Sin embargo, la Sociedad Cardíaca Británica se manifestó en contra de lo que plantean estas investigaciones.
El estudio fue publicado por la revista Heart en 2010 y establece que "Para aquellas personas con una enfermedad cardiovascular que no se encuentren en un estado de salud crítico y que deseen desplazarse en avión, no constituye un riesgo significativo para su salud. Sólo deberían aplicarse restricciones razonables cuando el trastorno subyacente esté asociado a un riesgo notable de deterioro agudo".

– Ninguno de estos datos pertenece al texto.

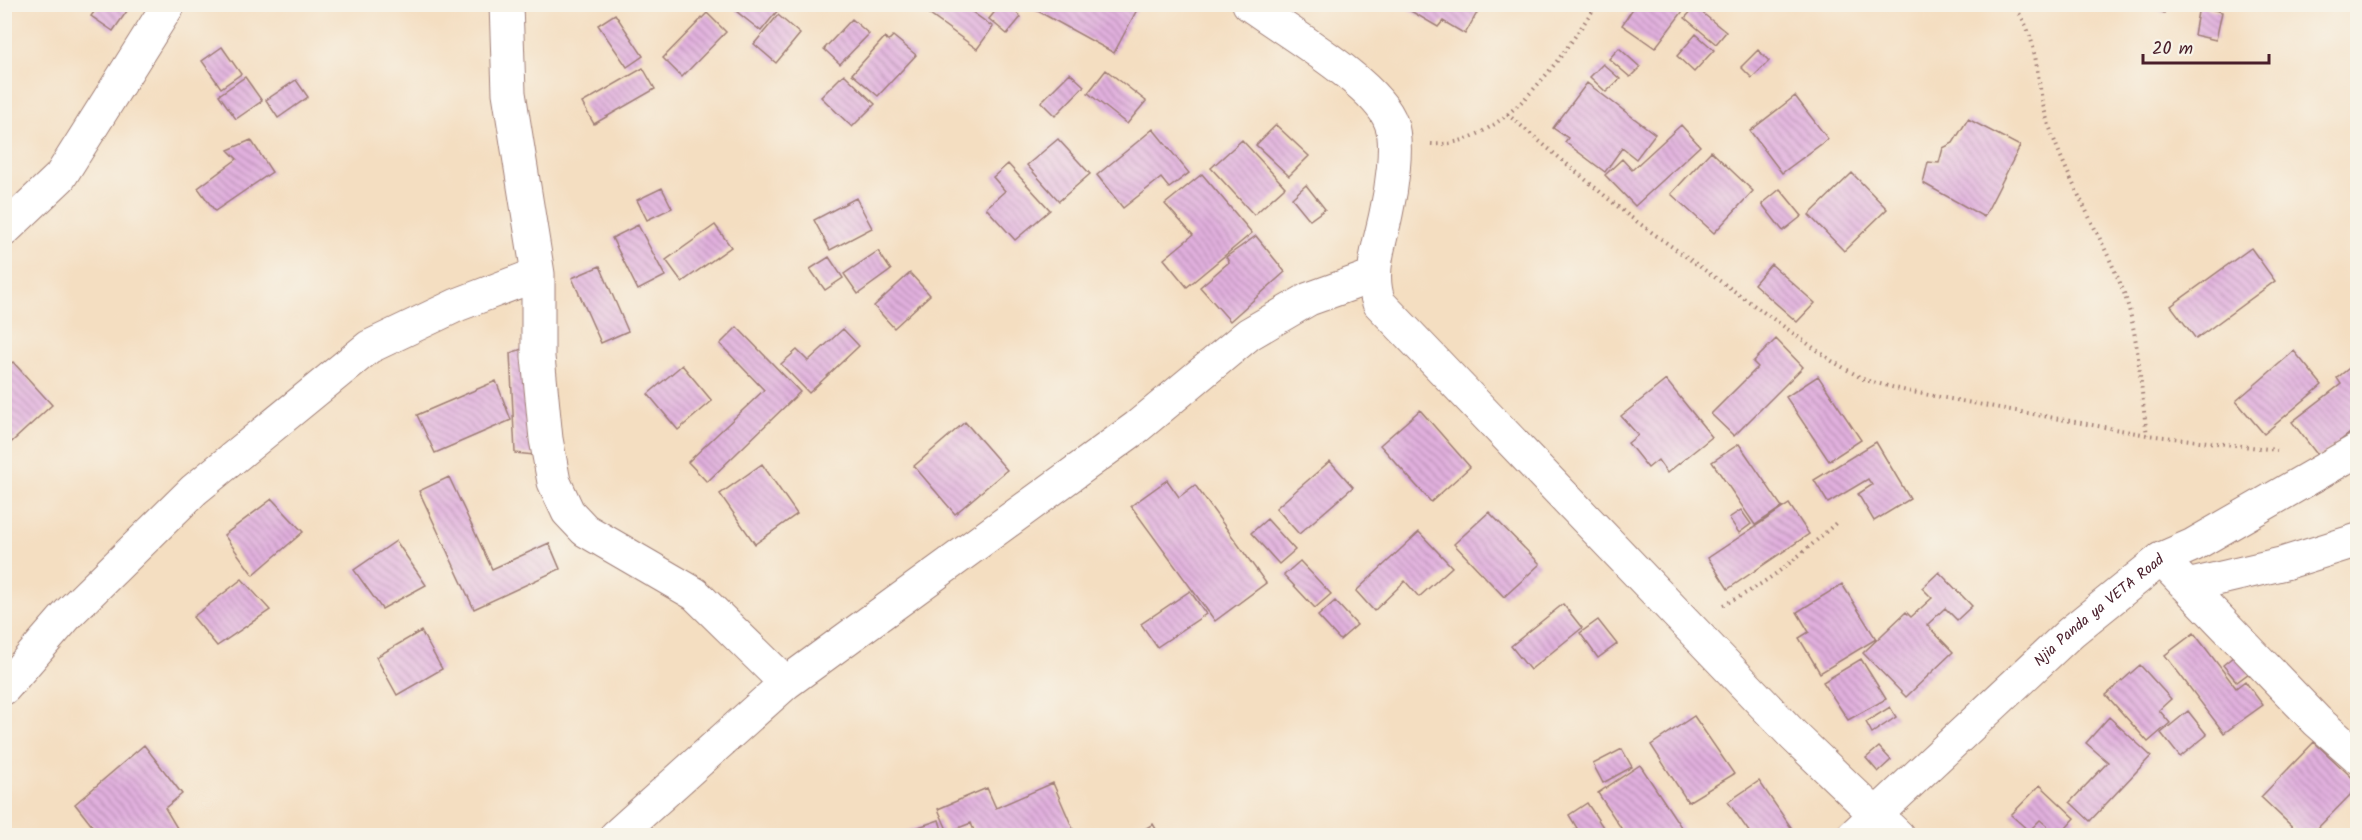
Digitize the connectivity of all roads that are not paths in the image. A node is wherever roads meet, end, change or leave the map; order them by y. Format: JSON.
{"nodes":[{"id":1,"x":169,"y":4,"type":"edge"},
{"id":2,"x":506,"y":4,"type":"edge"},
{"id":3,"x":1249,"y":4,"type":"edge"},
{"id":4,"x":4,"y":230,"type":"edge"},
{"id":5,"x":538,"y":273,"type":"junction"},
{"id":6,"x":1373,"y":276,"type":"junction"},
{"id":7,"x":2349,"y":454,"type":"edge"},
{"id":8,"x":2358,"y":540,"type":"edge"},
{"id":9,"x":2160,"y":559,"type":"junction"},
{"id":10,"x":2187,"y":586,"type":"junction"},
{"id":11,"x":786,"y":683,"type":"junction"},
{"id":12,"x":4,"y":688,"type":"edge"},
{"id":13,"x":2358,"y":758,"type":"edge"},
{"id":14,"x":1876,"y":829,"type":"edge"},
{"id":15,"x":616,"y":836,"type":"edge"}],
"edges":[{"from":1,"to":4,"type":"street"},
{"from":2,"to":5,"type":"street"},
{"from":3,"to":6,"type":"street"},
{"from":5,"to":11,"type":"street"},
{"from":5,"to":12,"type":"street"},
{"from":6,"to":11,"type":"street"},
{"from":6,"to":14,"type":"street"},
{"from":7,"to":9,"type":"street","name":"Njia Panda ya VETA Road"},
{"from":8,"to":10,"type":"street"},
{"from":9,"to":10,"type":"street"},
{"from":9,"to":14,"type":"street","name":"Njia Panda ya VETA Road"},
{"from":10,"to":13,"type":"street"},
{"from":11,"to":15,"type":"street"}]}
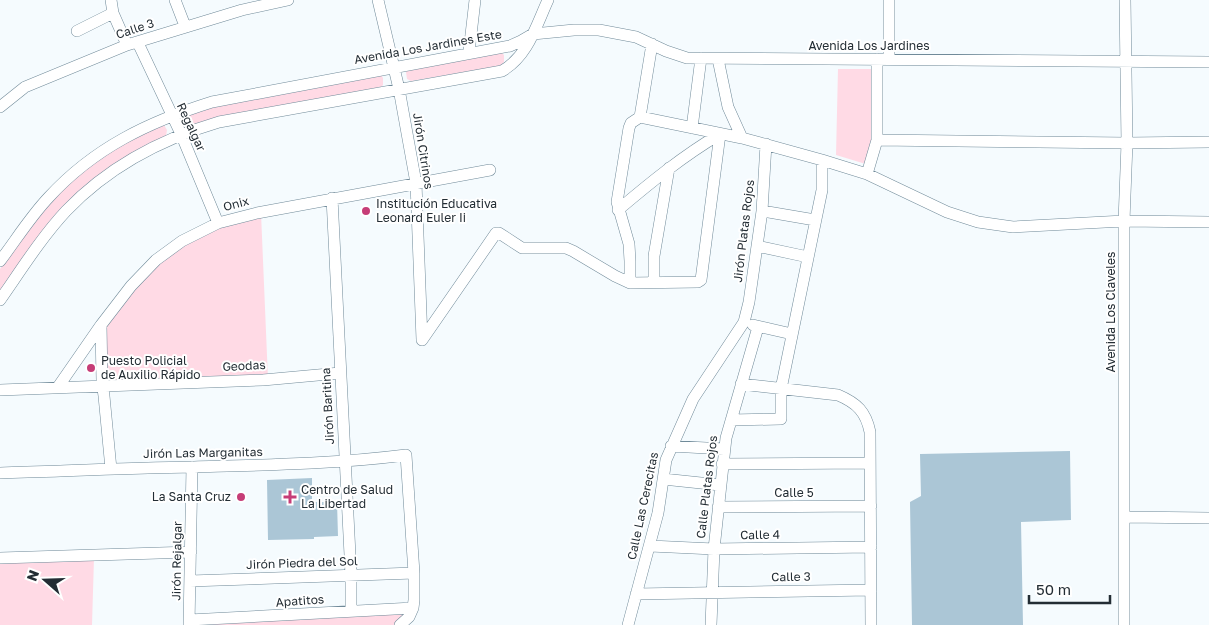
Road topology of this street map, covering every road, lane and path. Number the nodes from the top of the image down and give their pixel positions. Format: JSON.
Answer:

El principal problema que trae viajar en avión es que los pasajeros respiran aire con menos oxígeno, cerca de un 25% menos que el habitual, lo que se conoce como hipoxia hipobárica. Aquellos que padecen de angina, ataque al corazón, insuficiencia cardíaca o arritmia en un grado muy avanzado se pueden ver afectados de manera negativa por la hipoxia pero "parece no tener ningún efecto circulatorio adverso, o bien éste es mínimo".
El informe establece que “Incluso los pasajeros con trastornos cardiovasculares severos pueden volar, siempre que tomen su medicación, que no se esfuercen demasiado y que puedan acceder al oxígeno durante el vuelo y a la asistencia del aeropuerto”.
Como publica El Confidencial de Madrid, la Clínica Mayo de USA establece que viajar frecuentemente en avión puede afectar a los genes vinculados al envejecimiento y al sistema inmunitario. También puede incrementarse el riesgo de padecer ataques al corazón.
Las piernas también se ven afectadas en los viajes en avión. El poco espacio entre asientos resulta una incomodidad para los pasajeros. Este problema junto al cambio de presión que se vive en el avión puede generar, en el peor de los casos, una trombosis venosa profunda. Se trata de afección en la que se forma un coágulo sanguíneo en una vena.
Por su parte, el estudio de la Sociedad Cardíaca Británica agregó que las personas que llevan un marcapasos no están inhabilitadas para volar. Respecto a la trombosis venosa profunda plantea que el riesgo de sufrirla es similar al que se experimenta en un viaje en auto, colectivo o tren con una duración parecida.
Al parecer, todo depende del profesional de la salud al que se consulta.